What to produce –
Restate the data below word for word, keeping each line intact.

Material for this exercise –
++++

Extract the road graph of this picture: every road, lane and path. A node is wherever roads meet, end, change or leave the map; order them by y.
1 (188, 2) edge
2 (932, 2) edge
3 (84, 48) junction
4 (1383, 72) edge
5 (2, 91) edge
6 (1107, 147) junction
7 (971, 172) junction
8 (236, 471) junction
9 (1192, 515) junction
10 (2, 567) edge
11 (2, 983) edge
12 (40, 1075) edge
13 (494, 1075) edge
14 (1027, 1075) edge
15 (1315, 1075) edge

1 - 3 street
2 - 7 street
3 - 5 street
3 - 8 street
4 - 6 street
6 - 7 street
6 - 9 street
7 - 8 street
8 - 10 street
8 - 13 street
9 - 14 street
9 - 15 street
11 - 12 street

++++

Reply to the exercise –
Extract the road graph of this picture: every road, lane and path. A node is wherever roads meet, end, change or leave the map; order them by y.
1 (188, 2) edge
2 (932, 2) edge
3 (84, 48) junction
4 (1383, 72) edge
5 (2, 91) edge
6 (1107, 147) junction
7 (971, 172) junction
8 (236, 471) junction
9 (1192, 515) junction
10 (2, 567) edge
11 (2, 983) edge
12 (40, 1075) edge
13 (494, 1075) edge
14 (1027, 1075) edge
15 (1315, 1075) edge

1 - 3 street
2 - 7 street
3 - 5 street
3 - 8 street
4 - 6 street
6 - 7 street
6 - 9 street
7 - 8 street
8 - 10 street
8 - 13 street
9 - 14 street
9 - 15 street
11 - 12 street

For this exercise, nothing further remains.